Friday, September 9, 2016

The Trump Stock Market Slump — Just Started?

US stock markets are off by more than one and a half percent today (actually tw and a half percent by the close), which coincides with realization that Hillary lost the Commander-in-Chief tele-thingy whatever it was. I didn't watch, but I see one poll indicating that Trump was judged the winner by a margin among viewers of two to one.

That follows a series of polls of voting intention showing Trump either even with Clinton or marginally ahead. Considering the anti-Trump media bias and the incentive the media therefore have to skew the poll results, the implication is that Trump is now well out in front. And that's ignoring the shy Trump supporter phenomenon, which manifests as Trump supporters telling pollsters that they support one of the no-hope third-party candidates, although in the event they intend to put their X next to Trump's name.

For investors, the message is clear. It's time to pay attention to Trump's economic plan, which is that: Interest rates have to go up.

Let me say that again: INTEREST RATES HAVE TO GO UP.

And just to be absolutely clear, let's say it one more time: INTEREST RATES HAVE TO GO UP.

Which raises two question: (1) Why? and (2) With what result?

The answer to the Why? is addressed, indirectly, in my post before last on Why China Booms as America Stagnates. Stimulating demand in a stagnant first world economy exposed to unrestricted Third-World competition sucks in cheap foreign goods and services paid for with debt, and thus does very little to stimulate the domestic economy.

Moreover, America is now at peak debt. The only way Americans could undertake more debt is if interest rates go negative.

But how could sustained negative interest rates be maintained? Folks are already stockpiling cash and buying gold and silver bullion in anticipation of negative rates. In other words, with negative rates the monetary system becomes non-functional.

People won't put money in the bank, they'll buy a safe and stash cash, or coins of precious metal. Banks will then find that the limit on what they can lend is not determined by who is creditworthy — almost anyone may be creditworthy for any amount if they're being paid to borrow — but by the non-existent deposits against which they are permitted to lend.

Banks could lend their own very limited base capital, but why would they do that when, less the negative interest they would have to pay, they will get back less than they lent?

It could be argued that the central bankers hope, by creating a wild negative-interest borrowing spree to create inflation, which would mask the reality of negative (real) interest rates and thus keep bond holders and depositors happy even though the real value of the bonds they hold or their bank deposits is diminishing.

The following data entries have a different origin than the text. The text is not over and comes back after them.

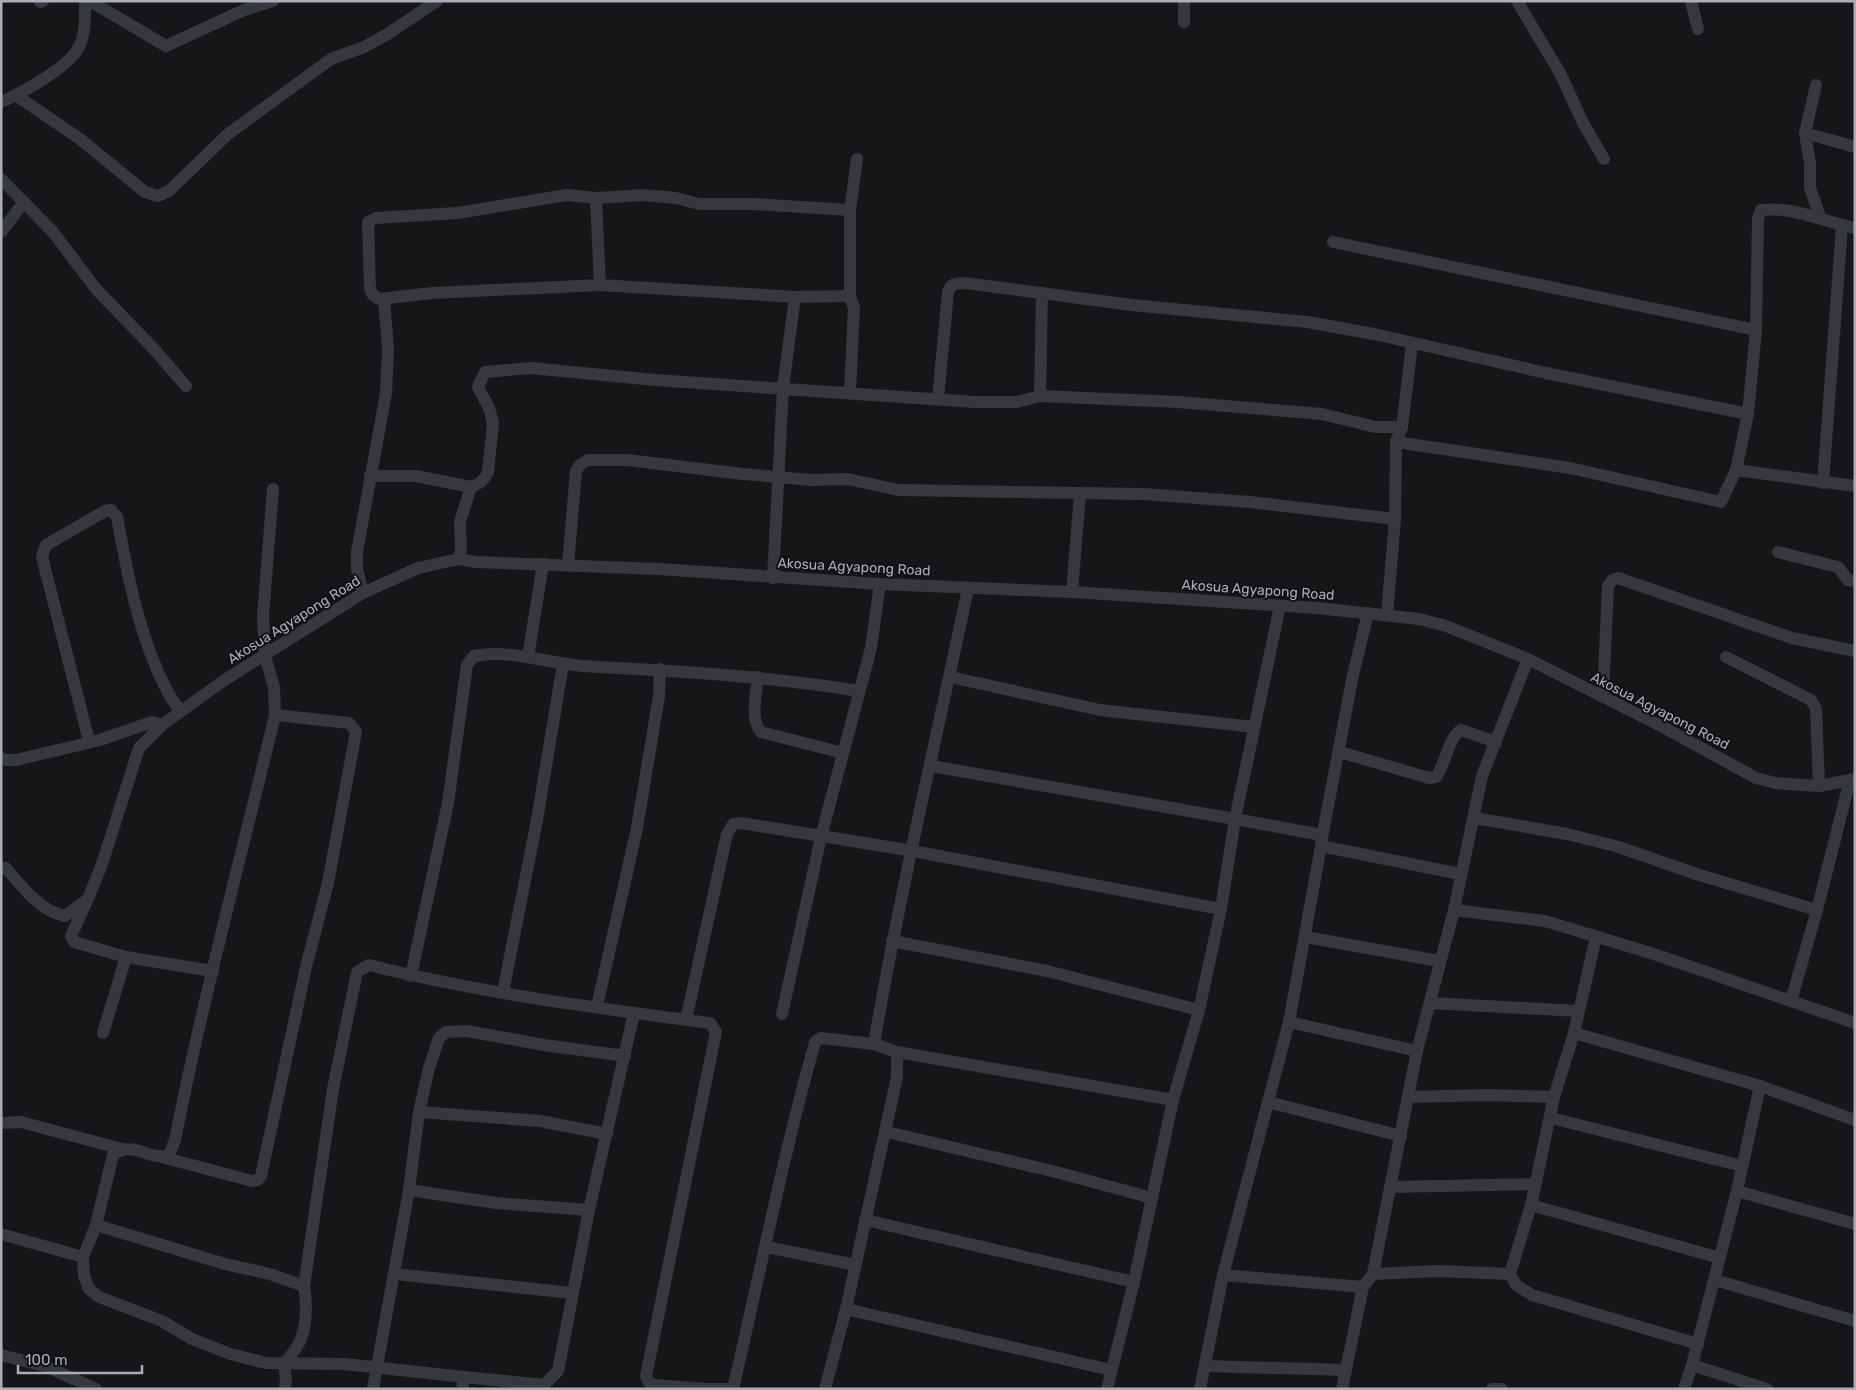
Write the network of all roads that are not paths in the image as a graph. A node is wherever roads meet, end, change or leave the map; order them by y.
1 (85, 1) edge
2 (90, 1) edge
3 (273, 1) edge
4 (437, 1) edge
5 (1184, 1) edge
6 (1518, 1) edge
7 (1691, 1) edge
8 (1184, 22) dead end
9 (1698, 29) dead end
10 (1816, 85) dead end
11 (17, 96) junction
12 (1, 102) edge
13 (1805, 133) junction
14 (1855, 148) edge
15 (857, 159) dead end
16 (1604, 159) dead end
17 (1, 179) edge
18 (596, 198) junction
19 (24, 202) junction
20 (850, 210) junction
21 (1820, 217) junction
22 (1842, 226) junction
23 (1855, 228) edge
24 (1, 232) edge
25 (1333, 242) dead end
26 (600, 285) junction
27 (1042, 293) junction
28 (850, 296) junction
29 (795, 297) junction
30 (384, 299) junction
31 (1756, 330) junction
32 (1412, 344) junction
33 (186, 386) dead end
34 (783, 388) junction
35 (850, 392) junction
36 (1040, 396) junction
37 (938, 399) junction
38 (1748, 414) junction
39 (1402, 427) junction
40 (1396, 442) junction
41 (1736, 470) junction
42 (370, 476) junction
43 (777, 476) junction
44 (1823, 483) junction
45 (1855, 486) edge
46 (471, 487) junction
47 (273, 489) dead end
48 (1080, 494) junction
49 (1395, 519) junction
50 (1778, 552) dead end
51 (459, 559) junction
52 (543, 564) junction
53 (568, 565) junction
54 (774, 578) junction
55 (1855, 582) edge
56 (880, 584) junction
57 (968, 588) junction
58 (363, 592) junction
59 (1072, 592) junction
60 (1280, 606) junction
61 (1368, 613) junction
62 (1387, 614) junction
63 (1855, 651) edge
64 (265, 656) junction
65 (528, 657) junction
66 (1726, 657) dead end
67 (1528, 660) junction
68 (564, 664) junction
69 (660, 669) junction
70 (758, 677) junction
71 (950, 677) junction
72 (859, 691) junction
73 (1603, 697) junction
74 (181, 711) junction
75 (275, 716) junction
76 (162, 725) junction
77 (1254, 727) junction
78 (89, 741) junction
79 (1496, 742) junction
80 (1340, 752) junction
81 (843, 753) junction
82 (1, 758) edge
83 (930, 766) junction
84 (1852, 780) edge
85 (1819, 786) junction
86 (1474, 818) junction
87 (1235, 819) junction
88 (821, 837) junction
89 (1321, 840) junction
90 (913, 851) junction
91 (1, 868) edge
92 (1460, 874) junction
93 (88, 899) junction
94 (1222, 909) junction
95 (1454, 910) junction
96 (1817, 910) junction
97 (1306, 936) junction
98 (1596, 937) junction
99 (892, 941) junction
100 (126, 957) junction
101 (1439, 961) junction
102 (213, 971) junction
103 (411, 976) junction
104 (503, 992) junction
105 (1791, 1001) junction
106 (1431, 1003) junction
107 (597, 1006) junction
108 (1199, 1010) junction
109 (1578, 1011) junction
110 (634, 1012) junction
111 (782, 1014) dead end
112 (686, 1020) junction
113 (1289, 1022) junction
114 (1855, 1023) edge
115 (103, 1033) dead end
116 (1574, 1033) junction
117 (874, 1044) junction
118 (1417, 1051) junction
119 (898, 1052) junction
120 (625, 1056) junction
121 (1760, 1086) junction
122 (1408, 1097) junction
123 (1554, 1097) junction
124 (1173, 1100) junction
125 (1268, 1102) junction
126 (419, 1112) junction
127 (1551, 1118) junction
128 (1855, 1120) edge
129 (1, 1124) edge
130 (886, 1132) junction
131 (607, 1134) junction
132 (1401, 1136) junction
133 (122, 1149) junction
134 (162, 1157) junction
135 (1742, 1166) junction
136 (1535, 1184) junction
137 (1390, 1187) junction
138 (409, 1190) junction
139 (1737, 1191) junction
140 (1152, 1198) junction
141 (1531, 1205) junction
142 (589, 1210) junction
143 (865, 1220) junction
144 (1855, 1224) edge
145 (96, 1225) junction
146 (1, 1234) edge
147 (767, 1247) junction
148 (83, 1257) junction
149 (1720, 1258) junction
150 (855, 1265) junction
151 (395, 1274) junction
152 (1373, 1274) junction
153 (1510, 1274) junction
154 (1223, 1275) junction
155 (1715, 1280) junction
156 (1134, 1282) junction
157 (304, 1286) junction
158 (1363, 1287) junction
159 (572, 1294) junction
160 (846, 1309) junction
161 (1855, 1320) edge
162 (1698, 1344) junction
163 (1, 1355) edge
164 (284, 1364) junction
165 (1692, 1365) junction
166 (1206, 1366) junction
167 (377, 1369) junction
168 (1112, 1370) junction
169 (1346, 1370) junction
170 (463, 1383) edge
171 (96, 1389) edge
172 (284, 1389) edge
173 (373, 1389) edge
174 (707, 1389) edge
175 (733, 1389) edge
176 (825, 1389) edge
177 (1107, 1389) edge
178 (1200, 1389) edge
179 (1342, 1389) edge
180 (1492, 1389) edge
181 (1502, 1389) edge
182 (1684, 1389) edge
183 (1768, 1389) edge

1 - 11 street
2 - 3 street
4 - 11 street
5 - 8 street
6 - 16 street
7 - 9 street
10 - 13 street
11 - 12 street
13 - 14 street
13 - 21 street
15 - 20 street
17 - 19 street
18 - 20 street
18 - 26 street
18 - 30 street
19 - 24 street
19 - 33 street
20 - 28 street
21 - 22 street
21 - 31 street
22 - 23 street
22 - 44 street
25 - 31 street
26 - 29 street
26 - 30 street
27 - 32 street
27 - 36 street
27 - 37 street
28 - 29 street
28 - 35 street
29 - 34 street
30 - 42 street
31 - 38 street
32 - 38 street
32 - 39 street
34 - 35 street
34 - 43 street
34 - 46 street
35 - 37 street
36 - 37 street
36 - 39 street
38 - 41 street
39 - 40 street
40 - 41 street
40 - 49 street
41 - 44 street
42 - 46 street
42 - 58 street
43 - 48 street
43 - 53 street
43 - 54 street
44 - 45 street
46 - 51 street
47 - 64 street
48 - 49 street
48 - 59 street
49 - 62 street
50 - 55 street
51 - 52 street, Akosua Agyapong Road
51 - 58 street, Akosua Agyapong Road
52 - 53 street, Akosua Agyapong Road
52 - 65 street
53 - 54 street, Akosua Agyapong Road
54 - 56 street, Akosua Agyapong Road
56 - 57 street, Akosua Agyapong Road
56 - 72 street
57 - 59 street, Akosua Agyapong Road
57 - 71 street
58 - 64 street, Akosua Agyapong Road
59 - 60 street, Akosua Agyapong Road
60 - 61 street, Akosua Agyapong Road
60 - 77 street
61 - 62 street, Akosua Agyapong Road
61 - 80 street
62 - 67 street, Akosua Agyapong Road
63 - 73 street
64 - 74 street, Akosua Agyapong Road
64 - 75 street
65 - 68 street
65 - 103 street
66 - 85 street
67 - 73 street, Akosua Agyapong Road
67 - 79 street
68 - 69 street
68 - 104 street
69 - 70 street
69 - 107 street
70 - 72 street
70 - 81 street
71 - 77 street
71 - 83 street
72 - 81 street
73 - 85 street, Akosua Agyapong Road
74 - 76 street, Akosua Agyapong Road
74 - 78 street
75 - 102 street
75 - 134 street
76 - 78 street
76 - 93 street, Akosua Agyapong Road
77 - 87 street
78 - 82 street
79 - 80 street
79 - 86 street
80 - 89 street
81 - 88 street
83 - 87 street
83 - 90 street
84 - 85 street, Akosua Agyapong Road
84 - 96 street
86 - 92 street
86 - 96 street
87 - 89 street
87 - 94 street
88 - 90 street
88 - 111 street
88 - 112 street
89 - 92 street
89 - 97 street
90 - 94 street
90 - 99 street
91 - 93 street
92 - 95 street
93 - 100 street, Akosua Agyapong Road
94 - 108 street
95 - 98 street
95 - 101 street
96 - 105 street
97 - 101 street
97 - 113 street
98 - 105 street
98 - 109 street
99 - 108 street
99 - 117 street
100 - 102 street
100 - 115 street
101 - 106 street
102 - 134 street
103 - 104 street
103 - 157 street
104 - 107 street
105 - 114 street
106 - 109 street
106 - 118 street
107 - 110 street
108 - 124 street
109 - 116 street
110 - 112 street
110 - 120 street
112 - 174 street
113 - 118 street
113 - 125 street
116 - 121 street
116 - 123 street
117 - 119 street
117 - 147 street
118 - 122 street
119 - 124 street
119 - 130 street
120 - 126 street
120 - 131 street
121 - 128 street
121 - 135 street
122 - 123 street
122 - 132 street
123 - 127 street
124 - 140 street
125 - 132 street
125 - 154 street
126 - 131 street
126 - 138 street
127 - 135 street
127 - 136 street
129 - 133 street
130 - 140 street
130 - 143 street
131 - 142 street
132 - 137 street
133 - 134 street
133 - 145 street
135 - 139 street
136 - 137 street
136 - 141 street
137 - 152 street
138 - 142 street
138 - 151 street
139 - 144 street
139 - 149 street
140 - 156 street
141 - 149 street
141 - 153 street
142 - 159 street
143 - 150 street
143 - 156 street
145 - 148 street
145 - 157 street
146 - 148 street
147 - 150 street
147 - 175 street
148 - 164 street
149 - 155 street
150 - 160 street
151 - 159 street
151 - 167 street
152 - 153 street
152 - 158 street
153 - 162 street
154 - 158 street
154 - 166 street
155 - 161 street
155 - 162 street
156 - 168 street
157 - 164 street
158 - 169 street
159 - 170 street
160 - 168 street
160 - 176 street
162 - 165 street
163 - 171 street
164 - 167 street
164 - 172 street
165 - 182 street
165 - 183 street
166 - 169 street
166 - 178 street
167 - 170 street
167 - 173 street
168 - 177 street
169 - 179 street
174 - 175 street
180 - 181 street

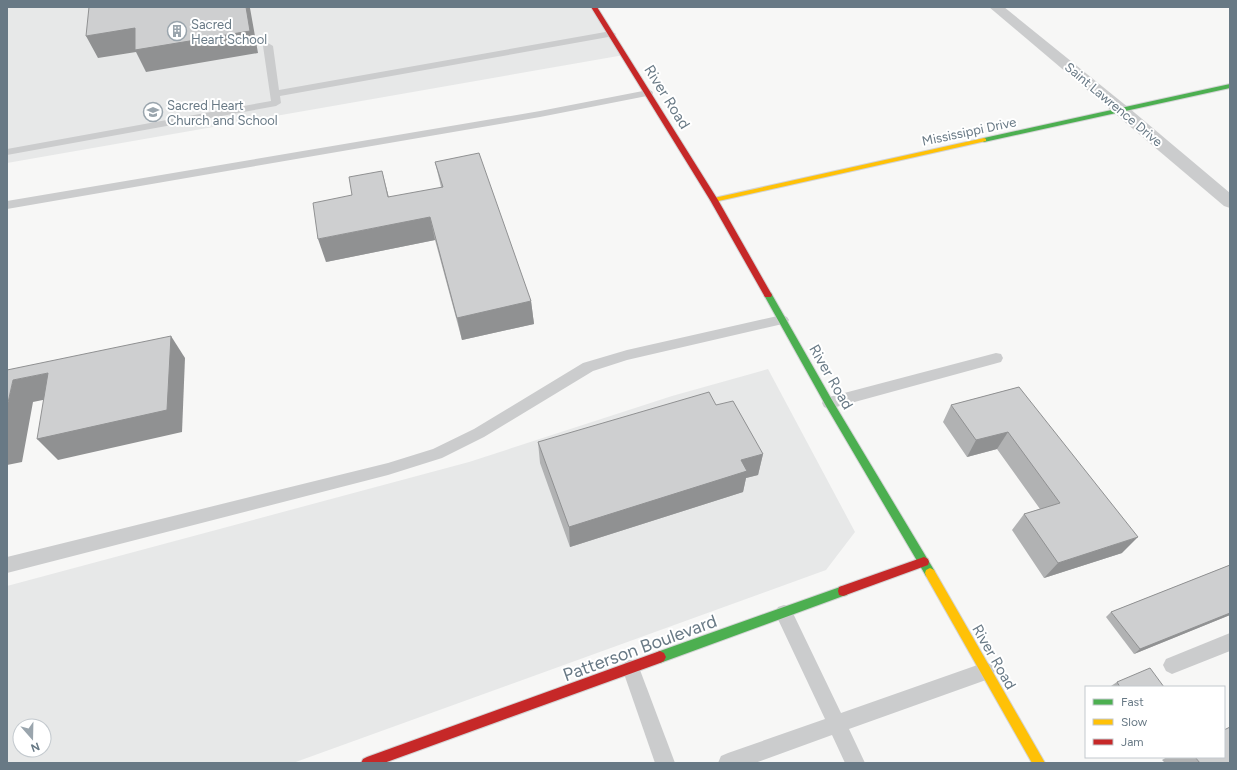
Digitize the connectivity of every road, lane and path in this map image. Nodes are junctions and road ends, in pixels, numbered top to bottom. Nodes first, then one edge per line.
1 (594, 7) edge
2 (996, 7) edge
3 (611, 34) junction
4 (268, 46) dead end
5 (1230, 86) edge
6 (648, 93) junction
7 (275, 94) junction
8 (1124, 111) junction
9 (7, 152) edge
10 (714, 200) junction
11 (1230, 202) edge
12 (7, 205) edge
13 (782, 320) junction
14 (996, 358) dead end
15 (829, 403) junction
16 (924, 562) junction
17 (7, 565) edge
18 (784, 613) junction
19 (1230, 642) edge
20 (1172, 665) dead end
21 (631, 668) junction
22 (986, 671) junction
23 (836, 724) junction
24 (367, 763) edge
25 (665, 763) edge
26 (728, 763) edge
27 (855, 763) edge
28 (1040, 763) edge

1 - 3 street, River Road
2 - 8 street, Saint Lawrence Drive
3 - 6 street, River Road
3 - 7 lane
4 - 7 lane
5 - 8 street, Mississippi Drive
6 - 10 street, River Road
6 - 12 lane
7 - 9 lane
8 - 10 street, Mississippi Drive
8 - 11 street, Saint Lawrence Drive
10 - 13 street, River Road
13 - 15 street, River Road
13 - 17 lane
14 - 15 lane
15 - 16 street, River Road
16 - 18 street, Patterson Boulevard
16 - 22 street, River Road
18 - 21 street, Patterson Boulevard
18 - 23 lane
19 - 20 lane
21 - 24 street, Patterson Boulevard
21 - 25 lane
22 - 23 lane
22 - 28 street, River Road
23 - 26 lane
23 - 27 lane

But creating substantial inflation is virtually impossible when more spending just sucks in more stuff from China and the rest of the Third World that now has a virtually limitless capacity (relative to Western demand) to produce stuff that is very cheap indeed. Moreover, even if there is inflation the government pretends there isn't by constantly fudging the data so that workers don't get mad about declining real incomes.

And remember, incomes in the West have a long way to fall before they equalize with those in the Third World, a key objective of globalization.

So interest rates if they go anywhere, must go up.

And what will drive them up?

Inflation brought to America by way of Trump's remaining economic objectives: tariffs, tax incentives and propaganda to cause Americans to buy shoes and shirts, computers and car parts made by other Americans earning American wages, not by Chinese and Indians and Bangladeshis working for less than a tenth of American wages.

Inflation, like negative rates, makes bankers, bond holders, bank savings account owners alike,  reluctant to lend money at less than a significant positive interest rate. Reduced supply means increased price, and the price of money is interest, so interest rates have TO GO UP.

And rising interest rates will drive a switch in all kinds of investment decisions. In particular, bonds will begin to look more attractive relative to stocks. Saving money and living in a condo will look more attractive than borrowing your brains out to buy an overpriced ticky tacky box offered as a wonderful investment, especially as the real estate markets enters what may prove to be an cataclysmic crash.

So if your are long on stocks, bonds, real estate, watch out below.